Israel's "defence" ministry announced new plans on October 24 for the route of "apartheid wall" that would eventually cut off the Jordan River Valley from the West Bank, which would mean annexing the main food basket for Palestinians.

A senior Israeli official said the Jordan River Valley, at the eastern edge of the West Bank, must remain under Israeli control. A plan for the wall that would cut the valley off from the rest of the West Bank has been approved.

According to Israel's own statistics, 19 illegal Israeli settlements exist in the Jordan River Valley, all of them located between the Palestinian towns of Jericho and Jiftliq.

Israel's Prime Minister Ariel Sharon, when asked about the plan in a television interview, confirmed its existence but gave no details about exactly when or where it would be built.

On October 21, the UN General Assembly overwhelmingly passed a resolution demanding that Israel stop construction of the wall and tear down the sections already completed, but Israel rejected the non-binding resolution. The resolution passed 144 in favour and only four against (including Israel and the United States; Australia was one of only 12 that abstained).

Israel has already finished 150 kilometres of the wall's eventual 300+kms; It is expected to be finished by the end of the year.

"This fence allows Sharon to realise his dream to divide up the Palestinian population into small groups", said Dror Etkes of the Israeli group Peace Now.

Meanwhile, Palestinian President Yasser Arafat on October 26 slammed Israel's military demolition of three multi-storey residential buildings in the Gaza Strip city of al Zahra as a "catastrophe". More than 2000 Palestinians were rendered homeless.

Before dawn, residents awoke to the sound of rumbling tanks and armoured personnel carriers. Without any notice or enough time to salvage belongings, hundreds of families were forced at gunpoint to evacuate their homes before they were reduced to a pancake of rubble and steel, witnesses said.

The executive committee of the Palestine Liberation Organisation (PLO) also vehemently condemned the destruction of homes — close to the illegal Israeli settlement of Netzarim — and called upon the international community to rebuke Israel's vast demolition spree.

The destruction of the residential buildings, which housed hundreds of Palestinian security personnel and their families, was the largest since the intifada erupted some three years ago.

Israel's continuing levelling of Palestinians' homes has been widely condemned by human rights groups and governments as a violation of the Geneva Conventions and international law. Article 53 of the 1949 Fourth Geneva Convention forbids "any destruction by the occupying power of real or personal property belonging individually or collectively to private persons".
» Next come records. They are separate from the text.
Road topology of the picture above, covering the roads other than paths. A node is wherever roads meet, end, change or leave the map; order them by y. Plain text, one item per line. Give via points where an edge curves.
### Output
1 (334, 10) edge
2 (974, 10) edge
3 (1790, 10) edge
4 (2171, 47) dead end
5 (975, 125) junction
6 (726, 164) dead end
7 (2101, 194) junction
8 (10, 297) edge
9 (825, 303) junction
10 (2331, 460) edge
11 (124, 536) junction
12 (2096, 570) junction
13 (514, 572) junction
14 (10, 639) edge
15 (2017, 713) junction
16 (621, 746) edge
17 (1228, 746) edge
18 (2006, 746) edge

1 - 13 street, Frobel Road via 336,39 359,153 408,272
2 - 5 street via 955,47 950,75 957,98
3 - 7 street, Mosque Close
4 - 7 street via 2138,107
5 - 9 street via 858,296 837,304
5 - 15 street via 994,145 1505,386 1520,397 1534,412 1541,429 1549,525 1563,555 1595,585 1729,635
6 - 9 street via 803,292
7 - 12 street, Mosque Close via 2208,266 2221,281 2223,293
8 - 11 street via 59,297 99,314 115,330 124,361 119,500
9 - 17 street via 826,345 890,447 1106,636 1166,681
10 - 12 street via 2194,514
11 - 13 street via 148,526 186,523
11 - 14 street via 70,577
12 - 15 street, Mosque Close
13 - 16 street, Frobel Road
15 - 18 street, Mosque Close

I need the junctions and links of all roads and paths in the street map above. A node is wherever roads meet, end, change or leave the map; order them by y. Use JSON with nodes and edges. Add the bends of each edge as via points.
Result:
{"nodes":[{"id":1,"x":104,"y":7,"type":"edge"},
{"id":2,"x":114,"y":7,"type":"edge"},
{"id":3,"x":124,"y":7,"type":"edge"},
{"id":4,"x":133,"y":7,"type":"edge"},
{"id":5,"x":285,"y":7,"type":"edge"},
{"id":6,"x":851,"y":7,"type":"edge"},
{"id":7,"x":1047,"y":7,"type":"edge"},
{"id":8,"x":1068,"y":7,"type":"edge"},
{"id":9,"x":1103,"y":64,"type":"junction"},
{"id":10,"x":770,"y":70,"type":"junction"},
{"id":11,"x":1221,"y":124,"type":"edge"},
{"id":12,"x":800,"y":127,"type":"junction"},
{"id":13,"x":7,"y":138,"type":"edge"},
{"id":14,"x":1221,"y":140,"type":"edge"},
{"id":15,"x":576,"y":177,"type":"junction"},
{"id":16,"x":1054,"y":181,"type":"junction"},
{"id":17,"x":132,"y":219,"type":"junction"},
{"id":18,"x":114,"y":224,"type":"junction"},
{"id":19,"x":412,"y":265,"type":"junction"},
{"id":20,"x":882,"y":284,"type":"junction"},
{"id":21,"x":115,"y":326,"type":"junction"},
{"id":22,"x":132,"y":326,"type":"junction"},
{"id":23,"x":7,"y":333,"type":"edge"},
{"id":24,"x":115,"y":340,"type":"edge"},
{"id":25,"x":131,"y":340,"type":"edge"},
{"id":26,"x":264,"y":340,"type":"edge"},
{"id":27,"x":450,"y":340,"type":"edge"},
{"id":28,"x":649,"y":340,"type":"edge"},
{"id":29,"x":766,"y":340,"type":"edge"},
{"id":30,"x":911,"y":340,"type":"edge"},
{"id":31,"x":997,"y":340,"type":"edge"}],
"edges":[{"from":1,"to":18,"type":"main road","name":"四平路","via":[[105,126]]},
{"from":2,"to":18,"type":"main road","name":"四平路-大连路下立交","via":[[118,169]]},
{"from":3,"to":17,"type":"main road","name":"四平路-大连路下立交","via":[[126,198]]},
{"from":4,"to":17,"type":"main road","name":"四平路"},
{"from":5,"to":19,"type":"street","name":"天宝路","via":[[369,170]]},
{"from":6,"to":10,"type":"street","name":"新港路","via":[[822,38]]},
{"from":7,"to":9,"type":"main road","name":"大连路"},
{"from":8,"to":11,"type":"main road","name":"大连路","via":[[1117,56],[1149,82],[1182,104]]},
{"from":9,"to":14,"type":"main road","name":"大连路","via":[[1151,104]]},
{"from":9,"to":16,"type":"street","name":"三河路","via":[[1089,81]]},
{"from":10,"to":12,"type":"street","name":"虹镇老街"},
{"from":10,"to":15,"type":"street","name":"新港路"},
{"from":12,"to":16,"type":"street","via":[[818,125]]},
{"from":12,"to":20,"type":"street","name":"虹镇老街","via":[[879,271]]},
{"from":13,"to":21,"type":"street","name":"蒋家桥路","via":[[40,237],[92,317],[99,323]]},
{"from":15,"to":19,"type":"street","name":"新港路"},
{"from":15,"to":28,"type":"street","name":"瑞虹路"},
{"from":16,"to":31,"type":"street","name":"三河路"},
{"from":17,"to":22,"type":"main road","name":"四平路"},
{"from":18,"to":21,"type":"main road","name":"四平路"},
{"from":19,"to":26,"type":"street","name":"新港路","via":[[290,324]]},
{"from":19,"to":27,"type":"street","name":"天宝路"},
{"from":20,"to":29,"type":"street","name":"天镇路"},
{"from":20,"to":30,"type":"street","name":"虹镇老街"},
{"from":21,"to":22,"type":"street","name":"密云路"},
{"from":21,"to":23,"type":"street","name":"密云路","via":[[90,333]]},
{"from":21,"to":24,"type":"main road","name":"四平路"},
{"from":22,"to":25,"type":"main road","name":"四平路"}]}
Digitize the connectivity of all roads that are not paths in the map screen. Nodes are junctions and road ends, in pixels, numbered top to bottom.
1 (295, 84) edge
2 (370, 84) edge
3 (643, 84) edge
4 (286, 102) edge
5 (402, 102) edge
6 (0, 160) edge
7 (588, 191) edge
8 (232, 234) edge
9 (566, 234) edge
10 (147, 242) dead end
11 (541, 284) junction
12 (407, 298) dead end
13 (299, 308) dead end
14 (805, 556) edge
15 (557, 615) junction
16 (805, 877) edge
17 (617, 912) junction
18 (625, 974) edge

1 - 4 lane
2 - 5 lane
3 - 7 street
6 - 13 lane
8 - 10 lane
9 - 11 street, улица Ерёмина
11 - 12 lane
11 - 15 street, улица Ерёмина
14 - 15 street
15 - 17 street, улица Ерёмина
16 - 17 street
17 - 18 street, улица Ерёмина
According to the United Nations Relief and Works Agency for Palestine Refugees, close to 12,000 Palestinians have been made homeless by the Israeli military's demolitions in the Gaza Strip alone since the outbreak of the intifada in September 2000.

Chief Palestinian negotiator and cabinet minister Saeb Erekat called the demolitions a "war crime" and demanded that the Quartet of Middle East peace mediators — the UN, US, Russia and the European Union — to intervene immediately to stop what he called "Israel's crimes".

[From the Palestine Media Centre.]

From Green Left Weekly, November 5, 2003.